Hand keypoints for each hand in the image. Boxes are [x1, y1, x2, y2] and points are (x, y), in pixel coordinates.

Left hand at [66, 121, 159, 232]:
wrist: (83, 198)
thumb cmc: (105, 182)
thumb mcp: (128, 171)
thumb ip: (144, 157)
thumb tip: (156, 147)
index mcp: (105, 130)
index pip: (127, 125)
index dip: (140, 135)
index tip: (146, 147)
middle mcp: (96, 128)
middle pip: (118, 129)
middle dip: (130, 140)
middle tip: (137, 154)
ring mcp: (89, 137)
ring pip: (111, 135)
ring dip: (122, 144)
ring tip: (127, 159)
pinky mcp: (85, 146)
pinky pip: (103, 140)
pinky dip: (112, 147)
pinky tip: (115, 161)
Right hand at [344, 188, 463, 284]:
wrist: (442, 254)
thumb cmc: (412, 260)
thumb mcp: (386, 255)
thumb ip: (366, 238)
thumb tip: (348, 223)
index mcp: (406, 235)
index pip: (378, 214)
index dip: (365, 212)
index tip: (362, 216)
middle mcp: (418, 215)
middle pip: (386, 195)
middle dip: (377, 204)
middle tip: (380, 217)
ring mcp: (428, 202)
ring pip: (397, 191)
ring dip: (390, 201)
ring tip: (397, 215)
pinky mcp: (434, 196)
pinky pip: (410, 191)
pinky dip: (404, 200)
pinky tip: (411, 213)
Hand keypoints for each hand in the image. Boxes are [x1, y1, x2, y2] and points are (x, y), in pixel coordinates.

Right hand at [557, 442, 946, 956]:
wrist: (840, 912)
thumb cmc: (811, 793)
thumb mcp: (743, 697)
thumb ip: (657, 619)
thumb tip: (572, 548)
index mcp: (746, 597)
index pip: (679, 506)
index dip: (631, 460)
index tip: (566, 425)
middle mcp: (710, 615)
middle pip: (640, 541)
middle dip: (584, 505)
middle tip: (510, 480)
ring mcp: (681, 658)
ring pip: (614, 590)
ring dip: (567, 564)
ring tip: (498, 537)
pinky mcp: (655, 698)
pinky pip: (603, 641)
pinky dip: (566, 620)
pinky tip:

» PROBLEM DETAILS
Set all of the entries down again, exactly as they were given.

» PROBLEM SOLUTION
Hand keypoints for each hand in the image. Boxes are [x1, y1, x2, y2] and points are (x, y), in pixel coordinates.

Left hand at [66, 121, 159, 232]:
wrist: (83, 198)
thumb cmc: (105, 182)
thumb mcp: (128, 171)
thumb ip: (144, 157)
thumb tip: (156, 147)
index mcp: (105, 130)
index pip: (127, 125)
index dip: (140, 135)
index tip: (146, 147)
middle mcp: (96, 128)
middle pip: (118, 129)
middle dip: (130, 140)
middle tip: (137, 154)
ring mcp: (89, 137)
ring pip: (111, 135)
ring dip: (122, 144)
ring tip: (127, 159)
pinky mcp: (85, 146)
pinky pip: (103, 140)
pinky dip: (112, 147)
pinky tip: (115, 161)
Right hand at [344, 188, 463, 284]:
wrist: (442, 254)
thumb cmc: (412, 260)
thumb mcp: (386, 255)
thumb ip: (366, 238)
thumb tip: (348, 223)
index mcp: (406, 235)
index pip: (378, 214)
index dip: (365, 212)
index tip: (362, 216)
middle mcp: (418, 215)
middle pip: (386, 195)
middle dip: (377, 204)
middle tip: (380, 217)
ring mcp: (428, 202)
ring pip: (397, 191)
ring dip: (390, 201)
ring tip: (397, 215)
pinky mcp: (434, 196)
pinky pip: (410, 191)
pinky dip: (404, 200)
pinky tip: (411, 213)
Hand keypoints for each hand in the image. Boxes are [x1, y1, x2, y2] and points are (x, y), in pixel coordinates.

Right hand at [557, 442, 946, 956]:
wrist: (840, 912)
thumb cmc: (811, 793)
thumb mcp: (743, 697)
thumb ip: (657, 619)
thumb tip: (572, 548)
index mcp: (746, 597)
index pip: (679, 506)
index dip: (631, 460)
index tip: (566, 425)
middle mcp: (710, 615)
middle pip: (640, 541)
middle dip: (584, 505)
middle tip: (510, 480)
ring mcp: (681, 658)
ring pip: (614, 590)
ring dip: (567, 564)
ring tip: (498, 537)
pinky mcp: (655, 698)
pinky pip: (603, 641)
pinky dip: (566, 620)
pinky tip:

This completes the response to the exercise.